Through the open window of the bathroom I could hear the sound of a dog barking in the distance. It was quite a way off and I would never have heard it were it not for the fact of my nocturnal activity. It was quite faint, but I couldn't help but think that whoever lived nearer would be somewhat upset at the barking if it had woken them or kept them from sleeping.
Then I heard the man's voice.
For ****'s sake! Shut the **** up!
It was equally far off and faint, rather suggesting that it was the same location as the dog.
The dog came back in the only way it seemed to know - it barked some more.
Shut that ****ing dog the **** up or I will ****ing shut the ****er up for good!
The dog barked.
If you you don't shut that ****er up, I'll ****ing have the Old Bill here to shut the ****er up!
The dog barked.
Given the apparent distance and volume, it seemed to me that whoever was filling the air with expletives was doing so at a volume which was destined to have the 'Old Bill' over there, but not to deal with a barking dog. Instead they would be attending to a call out to address the extremely loud, abusive and vulgar ranting of someone who seemed to have 'lost' it and was probably doing a better job of waking their neighbours than was the dog.
Back in my bedroom I picked up my mobile phone and fired up the webcam pointing at the area in which my three dogs sleep at night downstairs. There, in the black and white forced by the use of infrared, were three dogs. They were all on the one bed, using each other as pillows.
On went the sound and I got to hear the loudest noise they were making. The beagle was snoring.
Unless his snoring became that of an earth shaking nature, I guessed no one would be screaming at the tops of their voices to, Shut the *** up!
Dogs checked, I went back to bed, glad I had closed the bathroom door in case the barking and shouting in the distance was joined by the sound of a police siren which might wake me up...
Thursday 2 September, 2021
My tendency is to shy away from driving anywhere these days. The word 'motion' seems rather inappropriate when referring to the act of trying to drive through my town. However, occasionally I have no choice, and so it was this morning.
I trickled towards a zebra crossing in the centre of town and pulled up behind the three cars which had stopped to let a mother and child cross. Then the Land Rover directly in front of me indicated they were turning right and proceeded to go around the two vehicles ahead of it and made the woman and child midway across the zebra crossing stop to let it push past.
At a guess I would say the drivers of the two cars it drove past, and the mother, were as surprised as me when they saw a flatbed Land Rover decide to ignore the rules of the road and all notions of civility and common sense.

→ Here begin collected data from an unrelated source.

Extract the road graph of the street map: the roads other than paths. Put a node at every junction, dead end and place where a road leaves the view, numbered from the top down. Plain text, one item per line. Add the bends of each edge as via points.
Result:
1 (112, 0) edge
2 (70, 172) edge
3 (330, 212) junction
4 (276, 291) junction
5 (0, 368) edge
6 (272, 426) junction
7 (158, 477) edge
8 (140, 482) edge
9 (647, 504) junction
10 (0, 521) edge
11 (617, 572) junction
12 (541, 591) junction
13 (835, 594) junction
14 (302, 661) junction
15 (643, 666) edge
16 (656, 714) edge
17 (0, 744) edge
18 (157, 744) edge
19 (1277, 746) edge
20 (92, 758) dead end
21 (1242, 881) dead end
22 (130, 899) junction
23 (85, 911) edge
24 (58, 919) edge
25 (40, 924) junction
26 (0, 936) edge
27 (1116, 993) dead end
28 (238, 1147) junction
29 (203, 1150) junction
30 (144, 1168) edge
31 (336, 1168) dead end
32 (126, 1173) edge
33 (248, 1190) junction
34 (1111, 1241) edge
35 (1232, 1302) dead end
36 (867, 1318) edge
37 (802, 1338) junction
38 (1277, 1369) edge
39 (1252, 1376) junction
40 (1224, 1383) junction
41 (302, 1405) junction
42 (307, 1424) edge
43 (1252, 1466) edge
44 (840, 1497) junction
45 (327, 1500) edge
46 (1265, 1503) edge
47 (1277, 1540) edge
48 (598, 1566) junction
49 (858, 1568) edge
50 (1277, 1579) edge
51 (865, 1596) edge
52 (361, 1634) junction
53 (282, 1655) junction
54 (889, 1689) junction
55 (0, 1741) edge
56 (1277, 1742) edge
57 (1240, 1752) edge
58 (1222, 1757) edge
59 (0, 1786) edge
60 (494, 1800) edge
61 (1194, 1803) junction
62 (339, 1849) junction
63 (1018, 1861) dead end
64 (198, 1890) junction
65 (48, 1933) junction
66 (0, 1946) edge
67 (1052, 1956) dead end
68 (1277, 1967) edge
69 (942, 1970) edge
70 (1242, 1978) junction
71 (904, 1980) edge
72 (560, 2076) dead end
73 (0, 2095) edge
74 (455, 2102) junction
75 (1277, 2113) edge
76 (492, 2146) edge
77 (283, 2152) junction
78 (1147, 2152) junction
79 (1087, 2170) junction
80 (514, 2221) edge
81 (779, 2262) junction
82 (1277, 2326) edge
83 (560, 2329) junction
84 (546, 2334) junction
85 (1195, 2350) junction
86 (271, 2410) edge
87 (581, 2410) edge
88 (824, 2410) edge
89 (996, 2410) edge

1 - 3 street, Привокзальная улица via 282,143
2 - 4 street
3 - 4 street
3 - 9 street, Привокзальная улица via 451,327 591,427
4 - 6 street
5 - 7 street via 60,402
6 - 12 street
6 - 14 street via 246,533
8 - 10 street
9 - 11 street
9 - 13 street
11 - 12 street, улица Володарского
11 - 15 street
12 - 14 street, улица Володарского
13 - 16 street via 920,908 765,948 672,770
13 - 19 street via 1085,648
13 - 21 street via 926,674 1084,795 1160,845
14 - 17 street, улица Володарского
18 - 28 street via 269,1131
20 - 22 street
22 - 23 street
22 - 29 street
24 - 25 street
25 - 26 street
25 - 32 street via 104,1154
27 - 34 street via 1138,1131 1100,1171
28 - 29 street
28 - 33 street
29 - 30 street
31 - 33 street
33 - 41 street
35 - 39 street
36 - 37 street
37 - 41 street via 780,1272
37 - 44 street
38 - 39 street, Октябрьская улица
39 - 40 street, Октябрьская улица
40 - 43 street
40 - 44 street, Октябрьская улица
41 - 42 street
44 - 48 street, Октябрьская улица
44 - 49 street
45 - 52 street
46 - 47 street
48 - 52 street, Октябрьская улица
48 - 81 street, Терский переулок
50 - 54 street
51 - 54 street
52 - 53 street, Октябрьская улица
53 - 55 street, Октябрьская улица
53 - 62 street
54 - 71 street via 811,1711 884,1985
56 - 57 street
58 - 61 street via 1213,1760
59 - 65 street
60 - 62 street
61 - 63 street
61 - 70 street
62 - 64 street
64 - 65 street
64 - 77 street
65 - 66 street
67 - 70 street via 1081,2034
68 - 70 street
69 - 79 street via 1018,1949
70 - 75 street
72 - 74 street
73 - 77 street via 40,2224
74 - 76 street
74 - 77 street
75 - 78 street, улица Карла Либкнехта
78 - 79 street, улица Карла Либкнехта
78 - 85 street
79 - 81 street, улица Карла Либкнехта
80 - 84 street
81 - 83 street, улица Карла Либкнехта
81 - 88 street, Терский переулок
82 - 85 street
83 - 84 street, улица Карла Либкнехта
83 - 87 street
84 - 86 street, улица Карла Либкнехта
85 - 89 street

What made it all the more unbelievable was that it remained in my sight because there was traffic up ahead and I could see it made no attempt to bypass any of it, despite the fact that opportunity to bully past the unfortunates stuck in the slow snake of traffic was greater and safer.
Had I not witnessed the event, I would have never believed the Land Rover was the same vehicle being driven by a person who had removed their brain only thirty seconds earlier.
I suppose it takes all sorts to clog up the roads of my town. I just wish that the more proficient morons would wait until I was safely home and driving nowhere.